**INFORMATION GIVEN:**

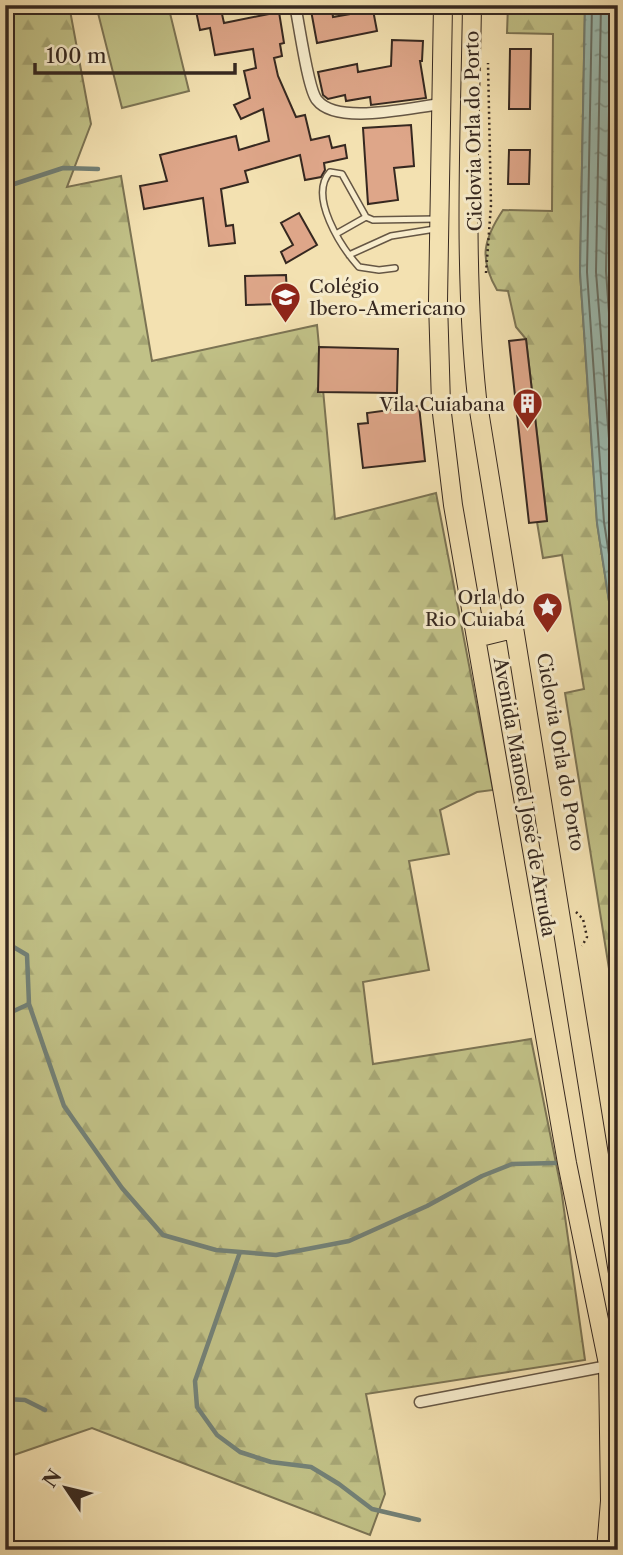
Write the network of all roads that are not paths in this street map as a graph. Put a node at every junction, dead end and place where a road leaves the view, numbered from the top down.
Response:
1 (295, 5) edge
2 (443, 5) edge
3 (472, 5) edge
4 (442, 104) junction
5 (366, 217) junction
6 (439, 224) junction
7 (336, 234) junction
8 (349, 255) junction
9 (395, 268) dead end
10 (513, 629) junction
11 (476, 638) junction
12 (618, 1273) edge
13 (613, 1364) edge
14 (420, 1402) dead end
15 (606, 1550) edge

1 - 4 street
2 - 4 main road, Avenida Manoel José de Arruda
3 - 10 main road, Avenida Manoel José de Arruda
4 - 6 main road, Avenida Manoel José de Arruda
5 - 6 lane
5 - 7 lane
5 - 7 lane
6 - 8 lane
6 - 11 main road, Avenida Manoel José de Arruda
7 - 8 lane
8 - 9 lane
10 - 11 main road
10 - 12 main road, Avenida Manoel José de Arruda
11 - 13 main road, Avenida Manoel José de Arruda
13 - 14 street
13 - 15 main road, Avenida Manoel José de Arruda

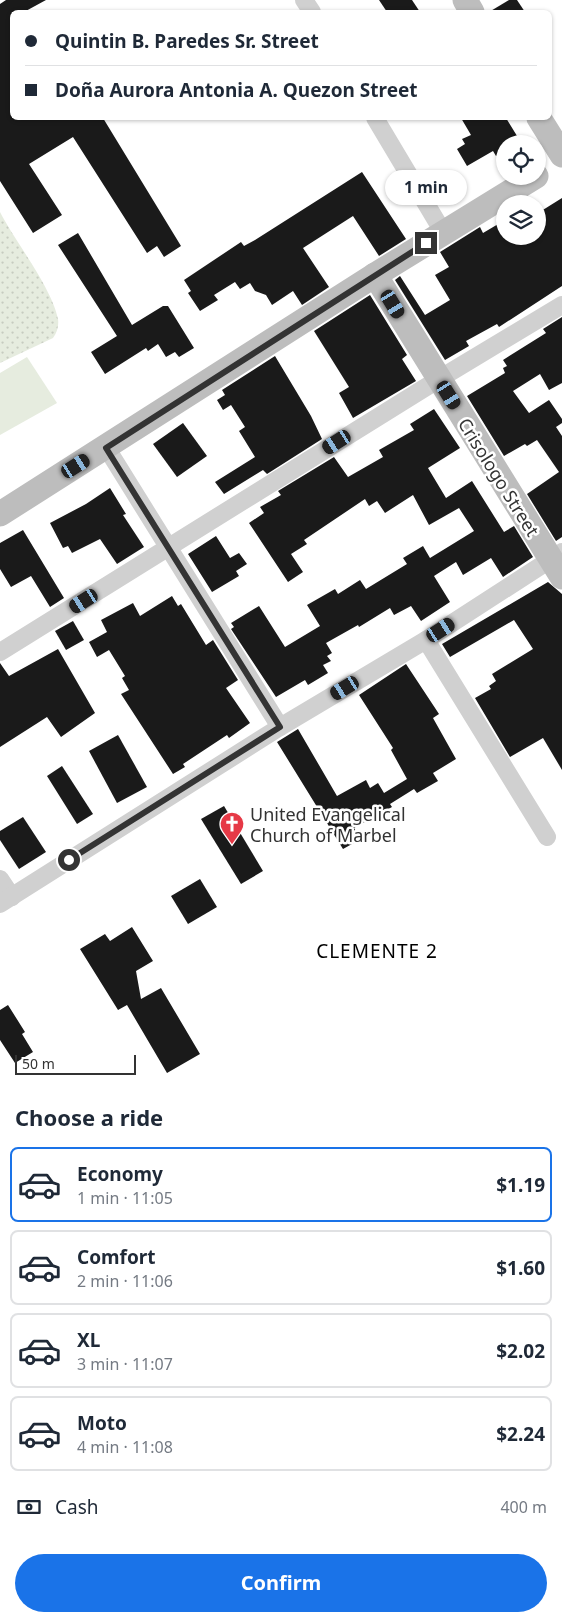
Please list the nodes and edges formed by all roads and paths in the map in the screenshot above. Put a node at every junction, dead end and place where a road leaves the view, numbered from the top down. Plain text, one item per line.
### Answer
1 (376, 120) edge
2 (540, 120) edge
3 (562, 155) edge
4 (562, 161) edge
5 (546, 171) edge
6 (522, 185) edge
7 (443, 232) junction
8 (375, 275) junction
9 (562, 305) edge
10 (438, 379) junction
11 (106, 448) junction
12 (0, 514) edge
13 (169, 549) junction
14 (558, 563) edge
15 (426, 640) junction
16 (0, 652) edge
17 (280, 727) junction
18 (547, 836) dead end
19 (0, 878) edge
20 (6, 901) edge

1 - 7 street
2 - 3 street
4 - 5 street
6 - 7 street
7 - 8 street
8 - 10 street, Crisologo Street
8 - 11 street
9 - 10 street
10 - 13 street
10 - 14 street, Crisologo Street
11 - 12 street
11 - 13 street
13 - 16 street
13 - 17 street
14 - 15 street
15 - 17 street
15 - 18 street
17 - 20 street
19 - 20 street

**TASK STATEMENT:** The word "view" appears in some lines above. Return every one of those lines.

**RESPONSE:**
Write the network of all roads that are not paths in this street map as a graph. Put a node at every junction, dead end and place where a road leaves the view, numbered from the top down.
Please list the nodes and edges formed by all roads and paths in the map in the screenshot above. Put a node at every junction, dead end and place where a road leaves the view, numbered from the top down. Plain text, one item per line.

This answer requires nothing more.